In May 1834 the Sydney Subscription Races were held on the New Course, Botany Road, for the first time. This course was new as compared with Hyde Park, but came to be called 'the old Sandy Course,' in relation to Homebush, the next established convincing-ground. At this meeting, Mr. C. Smith's Chester, a son of Bay Camerton, won the Cup; Whisker the Ladies' Purse. This grand horse won the Town Plate of £50; also the Ladies' Purse, £25, again beating Chester. Whisker, for whom £1400 had been offered three days previously, died within the week. I was present at that same old Sandy Course in the autumn of 1835, when Chester beat his half-brother Traveller—the latter fated to belong to my old friend and neighbour, Charles Macknight, at Dunmore, Victoria, in years to come. The well-known Emigrant mare, Lady Godiva, ran at the same meeting, and won her race for the Ladies' Purse, containing the modest sum of £30. The Town Plate was £50.
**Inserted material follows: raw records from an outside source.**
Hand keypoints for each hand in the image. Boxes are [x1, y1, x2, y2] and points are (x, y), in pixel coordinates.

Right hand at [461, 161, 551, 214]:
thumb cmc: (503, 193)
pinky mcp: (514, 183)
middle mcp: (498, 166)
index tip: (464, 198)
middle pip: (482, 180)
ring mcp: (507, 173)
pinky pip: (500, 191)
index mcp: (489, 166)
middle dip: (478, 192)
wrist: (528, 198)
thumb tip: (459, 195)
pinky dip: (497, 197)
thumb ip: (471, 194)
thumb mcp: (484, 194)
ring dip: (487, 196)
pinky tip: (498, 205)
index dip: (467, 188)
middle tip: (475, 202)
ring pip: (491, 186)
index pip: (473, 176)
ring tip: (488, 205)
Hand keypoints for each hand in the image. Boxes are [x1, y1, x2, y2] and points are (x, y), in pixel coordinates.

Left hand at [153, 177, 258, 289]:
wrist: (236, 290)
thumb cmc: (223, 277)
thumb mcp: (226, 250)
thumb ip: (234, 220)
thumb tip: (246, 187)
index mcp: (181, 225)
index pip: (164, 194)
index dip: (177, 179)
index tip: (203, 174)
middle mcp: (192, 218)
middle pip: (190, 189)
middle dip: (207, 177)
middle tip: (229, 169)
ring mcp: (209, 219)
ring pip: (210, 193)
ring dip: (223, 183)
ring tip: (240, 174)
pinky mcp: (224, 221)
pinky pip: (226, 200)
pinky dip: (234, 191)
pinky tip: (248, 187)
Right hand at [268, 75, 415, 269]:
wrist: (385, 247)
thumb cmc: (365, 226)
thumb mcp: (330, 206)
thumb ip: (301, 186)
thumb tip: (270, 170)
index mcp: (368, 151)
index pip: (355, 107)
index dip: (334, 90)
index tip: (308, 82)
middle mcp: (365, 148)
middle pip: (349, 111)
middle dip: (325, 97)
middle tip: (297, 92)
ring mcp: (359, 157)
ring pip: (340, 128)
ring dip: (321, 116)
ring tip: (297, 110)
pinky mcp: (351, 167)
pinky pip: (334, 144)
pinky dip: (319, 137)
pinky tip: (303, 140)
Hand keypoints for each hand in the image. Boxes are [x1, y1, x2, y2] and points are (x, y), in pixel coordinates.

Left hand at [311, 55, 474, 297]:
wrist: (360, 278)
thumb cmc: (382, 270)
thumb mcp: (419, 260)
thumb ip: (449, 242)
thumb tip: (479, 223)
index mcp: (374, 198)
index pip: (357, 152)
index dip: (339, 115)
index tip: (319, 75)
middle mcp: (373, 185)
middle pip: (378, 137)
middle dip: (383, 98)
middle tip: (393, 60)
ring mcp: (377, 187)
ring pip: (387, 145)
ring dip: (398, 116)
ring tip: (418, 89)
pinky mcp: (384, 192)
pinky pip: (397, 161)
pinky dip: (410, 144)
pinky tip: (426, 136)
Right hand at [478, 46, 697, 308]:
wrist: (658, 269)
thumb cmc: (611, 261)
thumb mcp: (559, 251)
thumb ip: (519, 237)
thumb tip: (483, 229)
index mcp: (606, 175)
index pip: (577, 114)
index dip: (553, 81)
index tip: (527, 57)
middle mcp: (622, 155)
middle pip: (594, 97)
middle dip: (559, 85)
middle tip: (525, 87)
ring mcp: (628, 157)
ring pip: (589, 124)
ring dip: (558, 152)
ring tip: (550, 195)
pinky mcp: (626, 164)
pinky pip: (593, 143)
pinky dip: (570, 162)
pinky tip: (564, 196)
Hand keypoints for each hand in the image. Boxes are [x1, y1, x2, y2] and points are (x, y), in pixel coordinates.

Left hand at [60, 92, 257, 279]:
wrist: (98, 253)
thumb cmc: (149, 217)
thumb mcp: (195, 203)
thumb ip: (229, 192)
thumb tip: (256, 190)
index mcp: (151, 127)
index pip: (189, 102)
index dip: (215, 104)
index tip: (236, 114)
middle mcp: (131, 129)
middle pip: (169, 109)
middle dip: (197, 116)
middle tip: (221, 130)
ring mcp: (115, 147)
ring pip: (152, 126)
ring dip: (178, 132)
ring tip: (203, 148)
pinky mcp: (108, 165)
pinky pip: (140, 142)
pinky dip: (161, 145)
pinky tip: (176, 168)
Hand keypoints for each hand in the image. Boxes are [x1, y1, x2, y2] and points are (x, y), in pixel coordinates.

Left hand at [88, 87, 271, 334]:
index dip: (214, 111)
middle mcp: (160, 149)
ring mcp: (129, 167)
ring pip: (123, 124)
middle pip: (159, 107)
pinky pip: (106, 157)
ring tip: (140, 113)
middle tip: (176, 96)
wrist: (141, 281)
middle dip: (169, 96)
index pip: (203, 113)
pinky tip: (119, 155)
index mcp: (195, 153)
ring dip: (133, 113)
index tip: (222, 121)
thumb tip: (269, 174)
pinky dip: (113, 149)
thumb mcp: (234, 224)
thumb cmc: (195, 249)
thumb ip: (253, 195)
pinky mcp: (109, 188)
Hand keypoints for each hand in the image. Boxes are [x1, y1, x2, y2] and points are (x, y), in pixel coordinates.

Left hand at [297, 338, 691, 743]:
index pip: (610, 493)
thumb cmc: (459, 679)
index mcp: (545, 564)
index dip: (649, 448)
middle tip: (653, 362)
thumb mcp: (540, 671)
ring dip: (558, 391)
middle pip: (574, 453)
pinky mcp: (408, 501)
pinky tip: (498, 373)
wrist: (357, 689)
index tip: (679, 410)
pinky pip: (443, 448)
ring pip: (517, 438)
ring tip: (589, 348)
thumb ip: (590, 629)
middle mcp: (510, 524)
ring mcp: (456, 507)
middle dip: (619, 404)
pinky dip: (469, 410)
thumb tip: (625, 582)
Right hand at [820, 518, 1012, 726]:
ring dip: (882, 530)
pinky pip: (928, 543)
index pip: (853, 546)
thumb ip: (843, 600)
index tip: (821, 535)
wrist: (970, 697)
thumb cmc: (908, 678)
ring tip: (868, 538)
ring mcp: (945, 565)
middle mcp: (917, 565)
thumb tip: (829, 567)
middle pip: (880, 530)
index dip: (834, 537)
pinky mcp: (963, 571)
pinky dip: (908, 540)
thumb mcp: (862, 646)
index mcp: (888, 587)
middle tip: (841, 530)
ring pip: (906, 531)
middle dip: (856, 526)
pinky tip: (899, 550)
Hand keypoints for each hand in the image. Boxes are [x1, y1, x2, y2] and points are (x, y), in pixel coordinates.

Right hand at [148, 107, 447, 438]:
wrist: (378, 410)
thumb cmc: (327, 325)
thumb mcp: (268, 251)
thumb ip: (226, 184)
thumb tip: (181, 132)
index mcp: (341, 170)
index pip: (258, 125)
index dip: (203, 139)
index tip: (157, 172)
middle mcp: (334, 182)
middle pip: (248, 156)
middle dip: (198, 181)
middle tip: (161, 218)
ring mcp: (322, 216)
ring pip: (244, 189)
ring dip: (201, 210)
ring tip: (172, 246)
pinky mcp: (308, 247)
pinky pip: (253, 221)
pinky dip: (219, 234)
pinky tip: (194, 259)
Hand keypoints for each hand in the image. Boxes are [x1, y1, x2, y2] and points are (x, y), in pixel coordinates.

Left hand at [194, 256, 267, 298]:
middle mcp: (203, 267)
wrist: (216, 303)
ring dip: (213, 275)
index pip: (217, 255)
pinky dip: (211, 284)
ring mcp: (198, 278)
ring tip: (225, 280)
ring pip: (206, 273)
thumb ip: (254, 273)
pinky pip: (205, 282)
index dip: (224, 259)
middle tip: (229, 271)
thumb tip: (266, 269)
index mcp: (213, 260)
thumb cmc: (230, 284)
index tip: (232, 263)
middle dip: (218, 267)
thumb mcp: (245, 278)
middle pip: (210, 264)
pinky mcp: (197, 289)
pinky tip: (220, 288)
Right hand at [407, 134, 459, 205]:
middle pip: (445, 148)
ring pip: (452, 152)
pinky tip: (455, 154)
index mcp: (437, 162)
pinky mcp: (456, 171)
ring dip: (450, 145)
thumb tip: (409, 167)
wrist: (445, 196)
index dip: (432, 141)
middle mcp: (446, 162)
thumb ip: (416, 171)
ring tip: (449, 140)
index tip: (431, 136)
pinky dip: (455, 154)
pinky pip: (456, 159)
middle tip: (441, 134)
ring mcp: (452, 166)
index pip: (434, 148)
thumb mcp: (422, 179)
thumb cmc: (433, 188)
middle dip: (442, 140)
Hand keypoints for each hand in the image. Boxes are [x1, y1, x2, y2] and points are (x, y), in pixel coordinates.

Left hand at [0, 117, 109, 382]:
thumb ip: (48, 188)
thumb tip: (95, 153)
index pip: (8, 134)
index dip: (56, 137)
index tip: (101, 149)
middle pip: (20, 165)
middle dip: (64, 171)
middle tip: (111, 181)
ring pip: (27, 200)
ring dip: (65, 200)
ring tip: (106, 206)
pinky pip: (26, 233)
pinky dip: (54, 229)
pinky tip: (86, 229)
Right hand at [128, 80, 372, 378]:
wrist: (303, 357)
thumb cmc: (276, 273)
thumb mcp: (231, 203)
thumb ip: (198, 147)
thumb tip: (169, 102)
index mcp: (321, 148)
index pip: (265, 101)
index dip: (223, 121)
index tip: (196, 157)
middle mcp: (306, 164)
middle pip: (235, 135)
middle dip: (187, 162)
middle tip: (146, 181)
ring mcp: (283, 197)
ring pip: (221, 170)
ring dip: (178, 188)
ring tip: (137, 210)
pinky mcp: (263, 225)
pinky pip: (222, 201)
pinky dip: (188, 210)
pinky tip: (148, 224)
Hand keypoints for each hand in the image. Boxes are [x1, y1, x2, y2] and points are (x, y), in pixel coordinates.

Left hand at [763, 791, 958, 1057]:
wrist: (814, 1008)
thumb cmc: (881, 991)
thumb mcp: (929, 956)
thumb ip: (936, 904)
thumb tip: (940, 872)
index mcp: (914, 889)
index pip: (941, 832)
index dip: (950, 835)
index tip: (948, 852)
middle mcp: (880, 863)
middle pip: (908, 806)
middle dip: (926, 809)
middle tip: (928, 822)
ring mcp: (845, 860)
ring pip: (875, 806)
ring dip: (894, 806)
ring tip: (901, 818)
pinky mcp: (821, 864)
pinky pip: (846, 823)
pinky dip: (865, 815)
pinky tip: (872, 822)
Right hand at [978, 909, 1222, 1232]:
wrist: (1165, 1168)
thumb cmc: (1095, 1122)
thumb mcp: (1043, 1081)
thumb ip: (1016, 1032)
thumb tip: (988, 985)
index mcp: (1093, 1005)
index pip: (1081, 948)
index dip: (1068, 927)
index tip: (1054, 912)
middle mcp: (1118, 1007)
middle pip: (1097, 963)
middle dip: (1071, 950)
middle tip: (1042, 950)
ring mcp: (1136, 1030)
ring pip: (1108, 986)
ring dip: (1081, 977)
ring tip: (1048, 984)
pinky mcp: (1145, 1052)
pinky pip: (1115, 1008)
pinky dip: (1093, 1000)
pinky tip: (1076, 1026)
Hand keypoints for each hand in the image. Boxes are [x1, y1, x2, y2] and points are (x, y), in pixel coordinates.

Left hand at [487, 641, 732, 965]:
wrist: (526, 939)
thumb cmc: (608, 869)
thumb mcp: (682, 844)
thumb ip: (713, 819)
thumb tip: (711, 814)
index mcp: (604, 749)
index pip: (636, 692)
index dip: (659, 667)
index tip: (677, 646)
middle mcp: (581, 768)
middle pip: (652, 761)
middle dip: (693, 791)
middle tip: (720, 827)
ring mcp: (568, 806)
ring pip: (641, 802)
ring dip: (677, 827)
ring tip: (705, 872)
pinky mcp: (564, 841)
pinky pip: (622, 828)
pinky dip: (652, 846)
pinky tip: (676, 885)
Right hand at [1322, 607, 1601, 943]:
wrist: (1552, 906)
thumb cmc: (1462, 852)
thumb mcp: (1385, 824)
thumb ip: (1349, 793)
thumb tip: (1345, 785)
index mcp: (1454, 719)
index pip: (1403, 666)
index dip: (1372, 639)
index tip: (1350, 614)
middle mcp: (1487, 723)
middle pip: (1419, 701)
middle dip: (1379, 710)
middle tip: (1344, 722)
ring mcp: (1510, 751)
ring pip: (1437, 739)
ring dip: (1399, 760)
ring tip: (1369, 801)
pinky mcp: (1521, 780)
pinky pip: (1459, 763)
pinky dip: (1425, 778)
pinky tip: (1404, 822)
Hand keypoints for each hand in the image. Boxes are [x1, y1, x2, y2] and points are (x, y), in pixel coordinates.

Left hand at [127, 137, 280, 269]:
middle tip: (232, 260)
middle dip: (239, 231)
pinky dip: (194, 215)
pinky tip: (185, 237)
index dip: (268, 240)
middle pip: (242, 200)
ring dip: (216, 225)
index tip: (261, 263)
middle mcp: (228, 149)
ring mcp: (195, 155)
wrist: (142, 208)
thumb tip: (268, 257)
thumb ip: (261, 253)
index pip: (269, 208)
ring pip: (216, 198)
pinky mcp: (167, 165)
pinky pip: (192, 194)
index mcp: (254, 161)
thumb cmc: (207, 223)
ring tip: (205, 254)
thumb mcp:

The celebrated horse Jorrocks, 'clarum et venerabile nomen' in turf annals, belonged to that period. A son of Whisker from Lady Emily (imported), he inherited some of the best racing-blood in the world; the dry air and nutritive pasturage of his native land did the rest. A horse of astonishing speed, stoutness, and courage, his record covers a longer list of victories than that of any other Australian racehorse. In those days of three-mile heats, he might not win the first, but rarely lost the succeeding ones. It used to be said that when the 'native' lads began to cheer, Jorrocks seemed to comprehend the situation, and would win on the post or die in the attempt. I saw him once, a retired veteran, and can never forget his shape, almost symmetrically perfect. A long forehand, with light, game head and full eye, grand sloping shoulders, cask-like back-rib, muscular quarter and Arab croupe, legs like iron, as indeed they needed to have been; a long, low horse, scarcely exceeding fifteen hands, I should say, in height—such was Jorrocks.

Intercolonial races began in 1849. Without railways there was a difficulty in transporting horses; but it was overcome. Petrel, the property of Mr. Colin Campbell, a popular Victorian squatter, ran a great race on the Melbourne Course with Mr. Austin's Bessie Bedlam, a beautiful daughter of Cornborough.